Non, les concessions font partie du métier. Surtout lorsque vous expérimentez de nouvelles techniques ou de nouveaux matériaux. Il faut avancer par essai-erreur. Après l’incendie de la Grenfell Tower, à Londres (NDLR: qui a coûté la vie à 72 personnes il y a quatre ans après que le revêtement extérieur de l’immeuble de 24 étages a pris feu), beaucoup de nouvelles restrictions ont été imposées, en Belgique notamment. Il n’est plus question de choisir un revêtement uniquement pour son prix et son esthétique. Mais le bois est sûr. Nous avons pu le démontrer, et les pompiers d’Anvers l’ont accepté. Le bâtiment sera donc entièrement recouvert de bois, ce qui reste exceptionnel pour une construction de cette taille.
Vous dites que, pour les résidents, ces choix structurels ont peu d’impact finalement…
Le développement structurel et l’innovation sont des thèmes qui me tiennent à coeur. Mais les personnes qui vivent dans mes appartements ne se soucient pas de ces aspects.

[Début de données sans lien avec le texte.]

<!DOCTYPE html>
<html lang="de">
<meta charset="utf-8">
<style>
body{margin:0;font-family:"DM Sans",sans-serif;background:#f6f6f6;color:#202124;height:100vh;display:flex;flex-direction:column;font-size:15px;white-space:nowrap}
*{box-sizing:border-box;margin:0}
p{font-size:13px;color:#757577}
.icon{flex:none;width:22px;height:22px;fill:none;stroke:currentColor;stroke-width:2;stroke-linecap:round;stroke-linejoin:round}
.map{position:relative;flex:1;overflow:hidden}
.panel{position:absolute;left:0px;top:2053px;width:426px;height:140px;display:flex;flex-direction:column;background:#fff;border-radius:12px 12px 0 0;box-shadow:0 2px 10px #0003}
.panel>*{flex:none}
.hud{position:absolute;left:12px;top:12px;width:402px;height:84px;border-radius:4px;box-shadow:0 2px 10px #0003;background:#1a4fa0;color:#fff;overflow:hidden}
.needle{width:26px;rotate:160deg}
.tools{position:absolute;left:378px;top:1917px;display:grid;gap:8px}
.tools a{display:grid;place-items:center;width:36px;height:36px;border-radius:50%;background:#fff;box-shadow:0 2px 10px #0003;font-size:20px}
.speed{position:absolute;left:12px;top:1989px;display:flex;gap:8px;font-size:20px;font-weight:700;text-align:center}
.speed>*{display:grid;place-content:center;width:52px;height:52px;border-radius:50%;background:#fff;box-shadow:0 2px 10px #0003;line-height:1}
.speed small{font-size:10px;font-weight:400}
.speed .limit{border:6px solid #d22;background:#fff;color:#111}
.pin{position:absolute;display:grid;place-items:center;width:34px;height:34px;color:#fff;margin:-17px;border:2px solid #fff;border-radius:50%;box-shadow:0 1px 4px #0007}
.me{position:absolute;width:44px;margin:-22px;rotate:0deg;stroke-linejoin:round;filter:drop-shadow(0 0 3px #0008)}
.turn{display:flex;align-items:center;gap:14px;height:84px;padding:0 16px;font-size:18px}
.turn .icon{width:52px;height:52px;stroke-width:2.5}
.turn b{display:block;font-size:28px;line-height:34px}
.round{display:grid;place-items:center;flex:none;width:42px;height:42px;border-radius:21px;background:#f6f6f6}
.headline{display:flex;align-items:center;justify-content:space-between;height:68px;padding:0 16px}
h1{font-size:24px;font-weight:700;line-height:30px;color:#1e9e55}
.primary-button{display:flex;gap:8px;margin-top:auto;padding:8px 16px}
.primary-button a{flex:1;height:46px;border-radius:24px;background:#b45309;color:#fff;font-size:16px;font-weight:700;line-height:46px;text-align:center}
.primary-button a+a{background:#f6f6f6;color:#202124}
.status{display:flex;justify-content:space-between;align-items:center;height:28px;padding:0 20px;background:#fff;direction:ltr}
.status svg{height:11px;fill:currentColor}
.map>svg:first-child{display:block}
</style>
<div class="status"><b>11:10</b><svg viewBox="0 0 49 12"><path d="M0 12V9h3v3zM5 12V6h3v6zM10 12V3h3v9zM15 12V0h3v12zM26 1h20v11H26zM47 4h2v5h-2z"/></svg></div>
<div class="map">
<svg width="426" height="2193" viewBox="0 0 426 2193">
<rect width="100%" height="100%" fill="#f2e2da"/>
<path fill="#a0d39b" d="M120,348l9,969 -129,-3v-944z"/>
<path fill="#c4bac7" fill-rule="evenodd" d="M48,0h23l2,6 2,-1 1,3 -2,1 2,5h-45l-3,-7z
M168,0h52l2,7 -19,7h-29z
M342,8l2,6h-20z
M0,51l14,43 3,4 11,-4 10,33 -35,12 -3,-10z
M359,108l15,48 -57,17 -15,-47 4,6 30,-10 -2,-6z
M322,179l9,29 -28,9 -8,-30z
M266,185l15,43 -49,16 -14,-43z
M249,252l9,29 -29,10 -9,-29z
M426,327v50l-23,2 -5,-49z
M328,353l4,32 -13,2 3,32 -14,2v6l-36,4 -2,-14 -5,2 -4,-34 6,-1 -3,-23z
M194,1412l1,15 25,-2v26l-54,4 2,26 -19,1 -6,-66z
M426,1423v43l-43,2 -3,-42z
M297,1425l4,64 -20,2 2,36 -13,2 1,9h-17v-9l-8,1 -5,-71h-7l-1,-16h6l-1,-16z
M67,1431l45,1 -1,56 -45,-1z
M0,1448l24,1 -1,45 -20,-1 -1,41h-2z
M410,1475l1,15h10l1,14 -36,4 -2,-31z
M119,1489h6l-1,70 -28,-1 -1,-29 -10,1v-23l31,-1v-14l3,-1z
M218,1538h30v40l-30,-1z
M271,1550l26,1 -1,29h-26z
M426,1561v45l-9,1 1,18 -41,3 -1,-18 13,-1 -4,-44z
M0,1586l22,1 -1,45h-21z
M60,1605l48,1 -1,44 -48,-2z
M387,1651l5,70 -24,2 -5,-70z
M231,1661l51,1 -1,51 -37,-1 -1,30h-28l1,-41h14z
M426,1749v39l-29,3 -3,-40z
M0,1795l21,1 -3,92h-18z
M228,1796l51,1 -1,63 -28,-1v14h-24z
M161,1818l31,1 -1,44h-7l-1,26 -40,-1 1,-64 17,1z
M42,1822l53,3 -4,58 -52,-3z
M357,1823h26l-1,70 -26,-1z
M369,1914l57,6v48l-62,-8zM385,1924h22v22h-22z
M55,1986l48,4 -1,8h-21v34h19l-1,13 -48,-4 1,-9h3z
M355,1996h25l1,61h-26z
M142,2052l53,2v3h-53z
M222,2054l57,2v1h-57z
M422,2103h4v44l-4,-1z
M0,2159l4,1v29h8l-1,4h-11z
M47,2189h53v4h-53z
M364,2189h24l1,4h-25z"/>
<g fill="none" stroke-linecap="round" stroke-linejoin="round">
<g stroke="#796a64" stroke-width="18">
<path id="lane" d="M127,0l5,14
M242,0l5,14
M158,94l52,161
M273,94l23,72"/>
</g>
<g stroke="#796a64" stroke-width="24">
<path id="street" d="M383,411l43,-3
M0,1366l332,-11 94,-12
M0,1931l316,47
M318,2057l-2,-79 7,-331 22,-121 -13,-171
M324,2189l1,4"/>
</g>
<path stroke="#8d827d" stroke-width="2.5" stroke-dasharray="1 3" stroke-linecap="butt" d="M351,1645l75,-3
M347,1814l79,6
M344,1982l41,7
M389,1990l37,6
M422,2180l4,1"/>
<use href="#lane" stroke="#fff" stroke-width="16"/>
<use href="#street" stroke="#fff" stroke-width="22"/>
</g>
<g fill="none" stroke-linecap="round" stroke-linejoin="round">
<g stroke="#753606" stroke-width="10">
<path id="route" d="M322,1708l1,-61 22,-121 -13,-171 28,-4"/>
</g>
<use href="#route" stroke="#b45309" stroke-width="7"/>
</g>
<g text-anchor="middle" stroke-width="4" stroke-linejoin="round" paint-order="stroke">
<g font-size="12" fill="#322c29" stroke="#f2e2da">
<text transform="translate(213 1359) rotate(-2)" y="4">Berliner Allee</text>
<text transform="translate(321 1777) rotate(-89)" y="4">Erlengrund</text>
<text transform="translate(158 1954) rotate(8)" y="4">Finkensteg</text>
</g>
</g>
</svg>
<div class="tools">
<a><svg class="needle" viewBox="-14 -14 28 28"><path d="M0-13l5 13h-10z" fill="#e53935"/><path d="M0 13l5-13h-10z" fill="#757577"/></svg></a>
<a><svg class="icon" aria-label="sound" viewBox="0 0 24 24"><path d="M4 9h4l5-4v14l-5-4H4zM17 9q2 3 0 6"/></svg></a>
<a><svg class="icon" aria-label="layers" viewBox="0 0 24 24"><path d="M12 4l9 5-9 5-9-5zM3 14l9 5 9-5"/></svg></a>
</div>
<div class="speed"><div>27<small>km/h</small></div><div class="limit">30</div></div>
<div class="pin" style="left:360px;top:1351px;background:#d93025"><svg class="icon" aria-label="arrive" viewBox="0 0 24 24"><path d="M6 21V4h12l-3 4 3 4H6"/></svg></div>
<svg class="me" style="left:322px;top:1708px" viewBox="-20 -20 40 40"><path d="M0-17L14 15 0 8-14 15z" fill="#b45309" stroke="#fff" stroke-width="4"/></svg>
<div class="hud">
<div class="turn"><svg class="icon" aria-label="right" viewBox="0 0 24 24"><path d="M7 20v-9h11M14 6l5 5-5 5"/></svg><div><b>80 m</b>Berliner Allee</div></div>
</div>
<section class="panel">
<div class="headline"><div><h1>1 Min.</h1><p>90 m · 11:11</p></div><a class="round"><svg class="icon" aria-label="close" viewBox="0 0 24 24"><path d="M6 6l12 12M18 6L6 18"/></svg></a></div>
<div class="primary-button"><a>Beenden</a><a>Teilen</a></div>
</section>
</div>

Pour eux, le résultat est le même. Pour les résidents, l’atmosphère prime sur la structure. En 2013, j’ai conçu un immeuble de bureaux en bois de sept étages pour une entreprise de médias à Zurich. Les employés sont contents. Ils se sentent à l’aise, comme s’ils travaillaient dans leur maison de vacances, quelque part à la campagne. Ce projet m’a beaucoup appris. Je n’abandonne jamais. Si ça ne fonctionne pas la première fois, ce n’est pas grave, je recommence. Il n’y a qu’ainsi qu’on avance. Je continue de m’informer. Comme vous le savez probablement, j’ai beaucoup travaillé avec le papier comme matériau de construction. J’ai essayé et essayé, jusqu’à ce que je réussisse. Avec le CLT, le processus est similaire. En fait, on ne peut même pas parler de concessions. C’est juste comme ça qu’on travaille.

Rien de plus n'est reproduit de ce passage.